Updates from Julho, 2015 Toggle Comment Threads | Atalhos de teclado

  • nunorosmaninho 19:02 on 12/07/2015 Permalink | Responder  

    Longas horas têm duzentos e vinte quilómetros – Fátima, 11 de Julho de 2015 

    É minha honra e meu dever declarar que todos os viajantes cíclicos que se propuseram chegar a Fátima, chegaram. E todos os que chegaram, regressaram pelo seu pé. Não digo que foi fácil. Quem viu a jovialidade da ida, em particular nos primeiros noventa e cinco quilómetros, sabia bem que o regresso teria mais silêncio, mais sarcasmos e mais paragens. Em nenhuma circunstância, porém, podia imaginar a cena verificada ao quilómetro 194,6, no tempo 9h16m02s: o Paulinho deitado na relva fresca de Coimbra e o Escrivão imprimindo-lhe uma vigorosa massagem nas pernas, enquanto o Primeiro Informático procedia à substituição de um pneu.

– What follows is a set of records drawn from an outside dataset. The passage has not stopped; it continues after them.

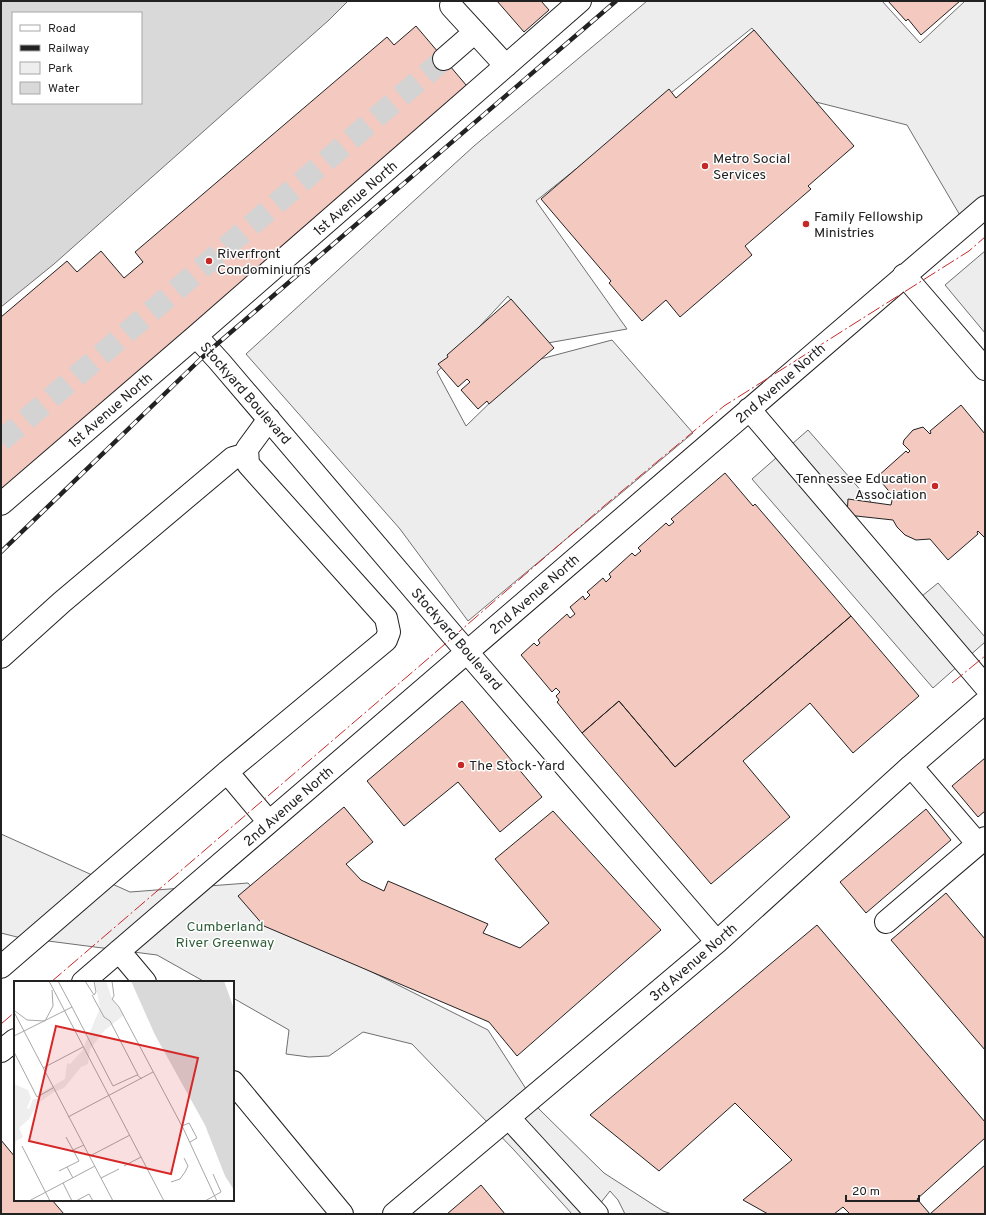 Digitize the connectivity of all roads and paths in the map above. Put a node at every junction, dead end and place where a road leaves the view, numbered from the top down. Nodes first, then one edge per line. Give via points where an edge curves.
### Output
1 (578, 2) edge
2 (451, 6) dead end
3 (475, 32) junction
4 (444, 59) tunnel mouth
5 (506, 66) junction
6 (985, 207) edge
7 (904, 275) junction
8 (196, 336) junction
9 (985, 369) edge
10 (750, 409) junction
11 (269, 419) junction
12 (247, 454) junction
13 (1, 504) edge
14 (467, 652) junction
15 (1, 657) edge
16 (985, 686) edge
17 (985, 702) edge
18 (911, 766) junction
19 (226, 772) junction
20 (269, 822) junction
21 (981, 841) edge
22 (886, 922) dead end
23 (717, 942) junction
24 (119, 951) junction
25 (1, 967) edge
26 (84, 981) edge
27 (144, 981) edge
28 (14, 1041) edge
29 (1, 1052) edge
30 (234, 1083) edge
31 (509, 1118) junction
32 (342, 1214) edge
33 (394, 1214) edge
34 (597, 1214) edge

1 - 5 street, 1st Avenue North
2 - 3 street
3 - 4 street
3 - 5 street
5 - 8 street, 1st Avenue North
6 - 7 street, 2nd Avenue North
7 - 9 street
7 - 10 street, 2nd Avenue North
8 - 11 street, Stockyard Boulevard
8 - 13 street, 1st Avenue North
10 - 14 street, 2nd Avenue North
10 - 16 street
11 - 12 street via 247,448
11 - 14 street, Stockyard Boulevard
12 - 15 street via 233,458 62,602
12 - 19 street via 248,464 386,618 389,632 386,640
14 - 20 street, 2nd Avenue North
14 - 23 street, Stockyard Boulevard
17 - 18 street, 3rd Avenue North
18 - 21 street
18 - 23 street, 3rd Avenue North
19 - 20 street
19 - 25 street
20 - 24 street, 2nd Avenue North
21 - 22 street
23 - 31 street, 3rd Avenue North
24 - 26 street, 2nd Avenue North
24 - 27 street
28 - 29 street
30 - 32 street
31 - 33 street, 3rd Avenue North
31 - 34 street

    O dia começou às seis da manhã. Para o Segundo Informático, isso correspondeu a duas ou três horas de sono. Às seis e meia, estava o grupo reunido no teatro da Mealhada. Com mais cinco horas de jornada, encontravam-se todos na sombra das árvores que orlam o recinto sagrado. O Miguel Eva fez uma pequena oração na basílica. Os colegas deixaram-se ficar a ver quem passava. O Paulinho deitou-se.

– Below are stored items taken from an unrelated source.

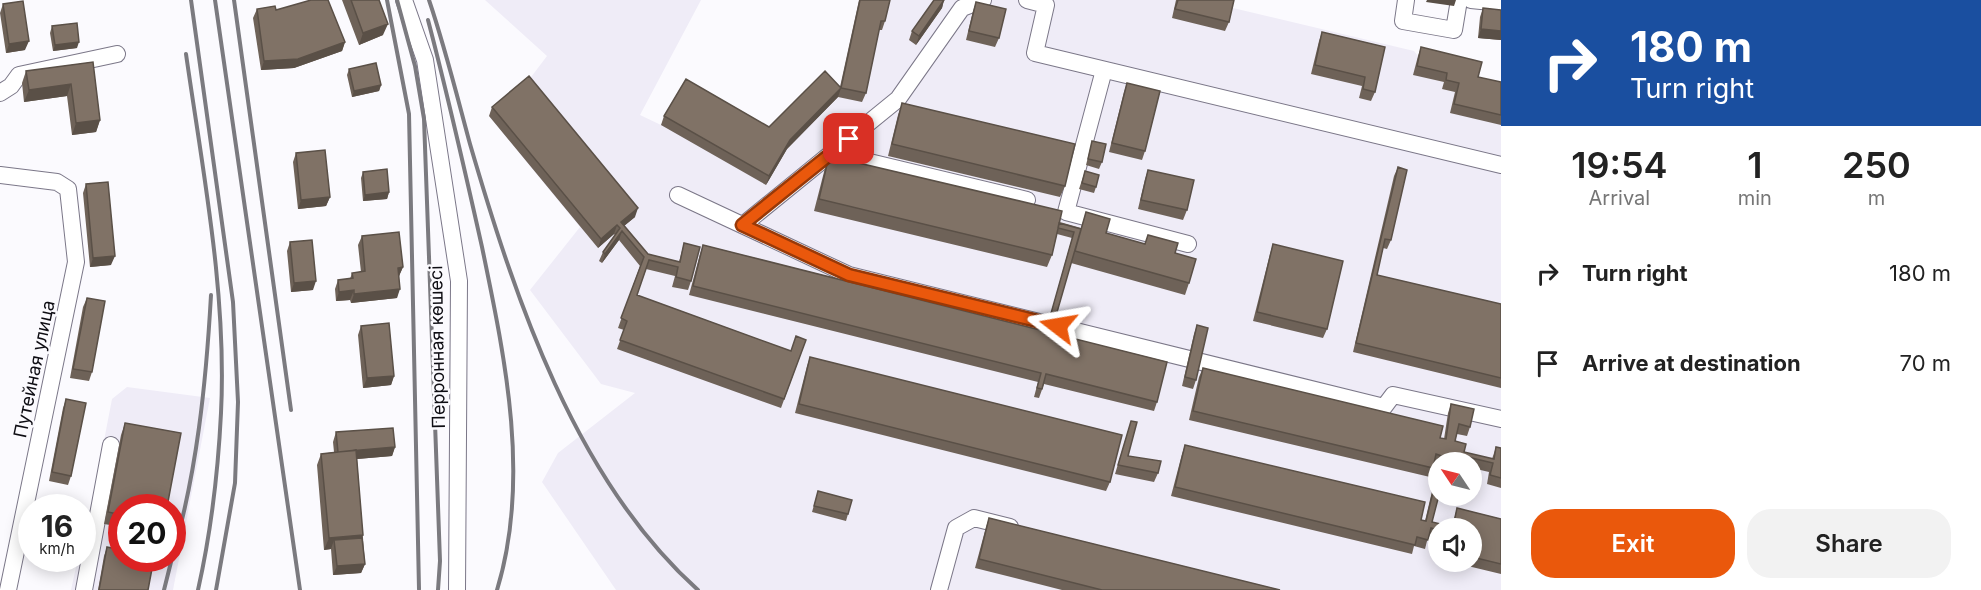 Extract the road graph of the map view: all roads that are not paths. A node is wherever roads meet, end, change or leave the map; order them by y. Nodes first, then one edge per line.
1 (404, 0) edge
2 (983, 0) edge
3 (1027, 0) edge
4 (1406, 0) edge
5 (1459, 0) edge
6 (1471, 0) edge
7 (1501, 3) edge
8 (117, 54) dead end
9 (1104, 69) junction
10 (0, 93) edge
11 (832, 153) junction
12 (1501, 165) edge
13 (0, 175) edge
14 (678, 195) dead end
15 (1027, 200) edge
16 (742, 225) junction
17 (1188, 244) dead end
18 (1501, 419) edge
19 (111, 445) dead end
20 (1021, 529) edge
21 (8, 590) edge
22 (84, 590) edge
23 (457, 590) edge
24 (939, 590) edge

1 - 23 street, Перронная көшесі
2 - 11 street
3 - 9 street
4 - 5 street
6 - 7 street
8 - 10 street
9 - 12 street
9 - 17 street
11 - 15 street
11 - 16 street
13 - 21 street, Путейная улица
14 - 16 street
16 - 18 street
19 - 22 street
20 - 24 street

    Ainda o dia não tinha clareado e já o Escrivão encetava a inovadora tarefa de captar imagens em movimento. Gravou cinco segundos do primeiro quilómetro e, daí para a frente, fez uma dúzia de captações breves, sobretudo quando abandonaram o IC2 e tomaram a via recatada dos peregrinos. Anotei as descidas poderosas do Primeiro Informático e a persistente e fácil presença do Miguel Eva e do Rúben na dianteira. Também recordo que alguém questionou que o santuário ficasse numa cova (da Iria) quando havia tanto que subir para lá chegar. O Periglicófilo resolveu o enigma apontando para Santa Catarina da Serra.

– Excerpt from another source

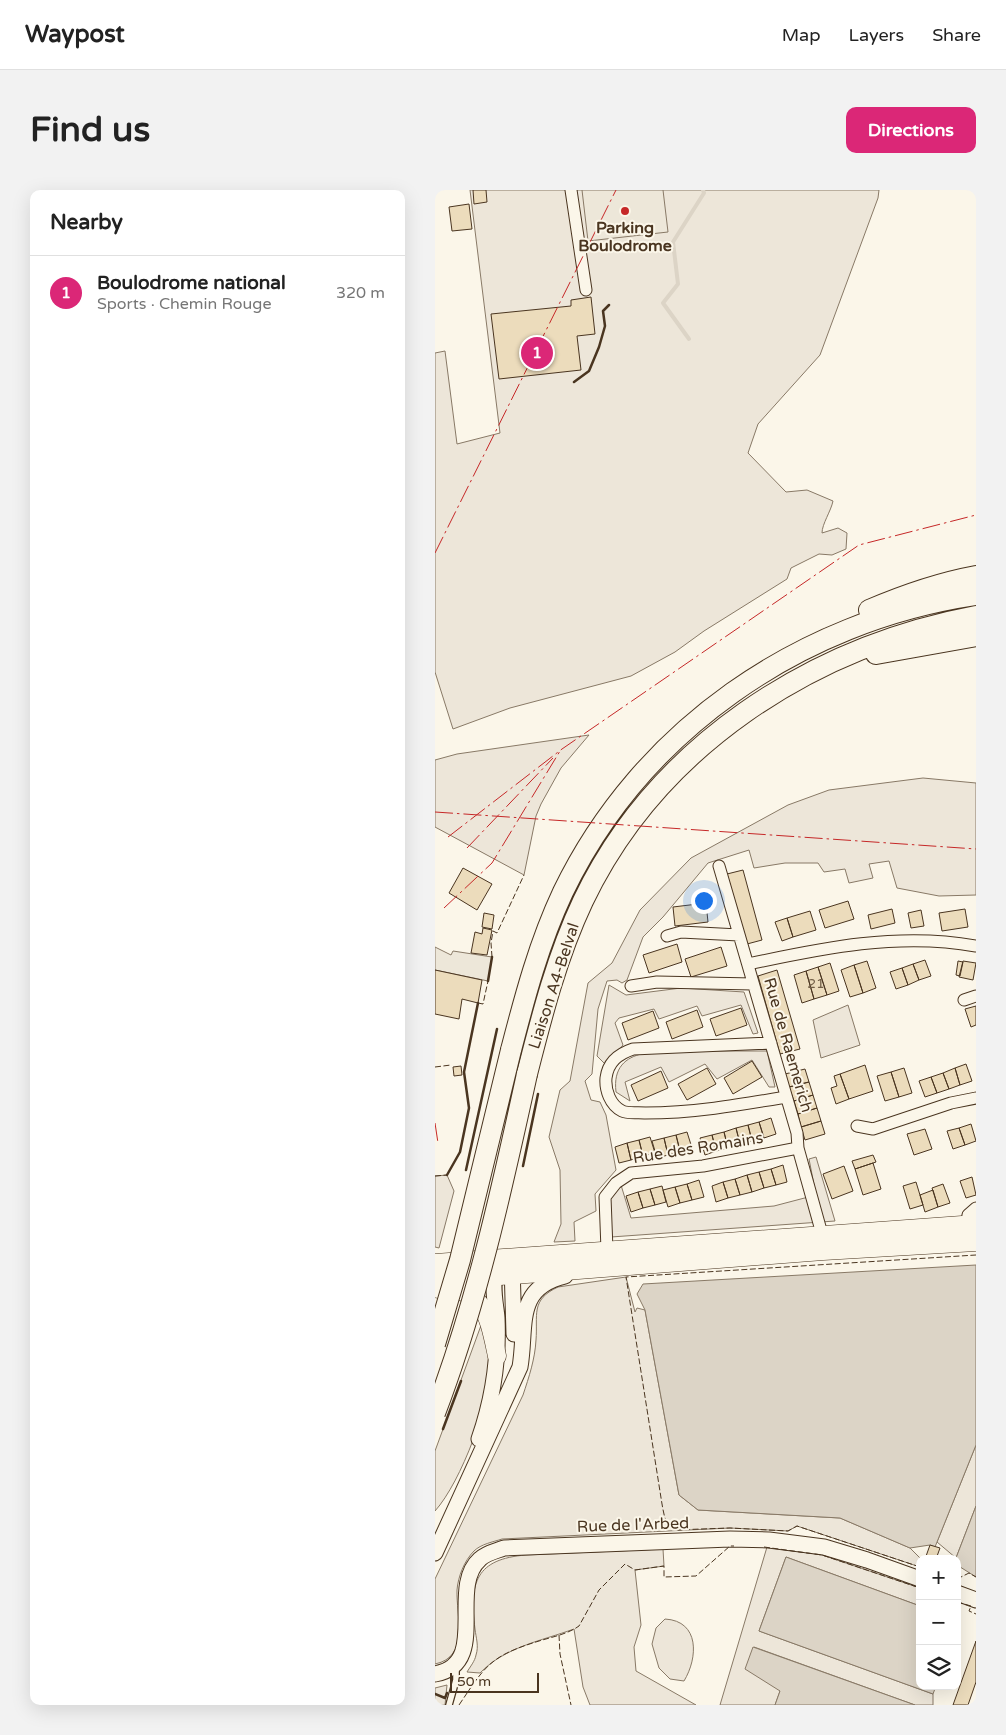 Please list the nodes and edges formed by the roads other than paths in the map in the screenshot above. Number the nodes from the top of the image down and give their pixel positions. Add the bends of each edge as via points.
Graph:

    O almoço foi animado e saboroso. O problema residiu em sair dele. A modorra, a preguiça, mesmo a sonolência apoderaram-se daquelas figuras cansadas e daqueles espíritos letárgicos. Saíram da mesa e montaram as bicicletas por um imperativo de vontade que muito os enobrece. O Miguel Eva e o Rúben, sempre na frente. Os outros, revezando-se a acompanhá-los. Quilómetro após quilómetro, as ladeiras foram-se tornando cruéis, impuseram esforço, firmeza de ânimo e, por fim, exigiram padecimento. Foi nesta última fase, em Cernache, debaixo de um viaduto, sobressaltado pelo ronco amplificado dos automóveis, que o Escrivão aplicou pela primeira vez a sua esquecida arte da massagem.
    Já sabem quase tudo sobre a viagem. Da Mealhada para casa, o Periglicófilo ainda acelerou como se a corrida estivesse a começar. Suspeito que, sem terem de esperar por ninguém, o Miguel e o Rúben fizeram o mesmo. As contas do Escrivão deram uma viagem de 221 quilómetros e, porque o seu odómetro não está preparado para uma jornada tão demorada, a presunção de onze horas a pedalar. O Periglicófilo dirá o tempo exacto e os Informáticos se o desnível acumulado equivale ao da Serra da Estrela. Quem pode garantir que amanhã haverá volta de descompressão?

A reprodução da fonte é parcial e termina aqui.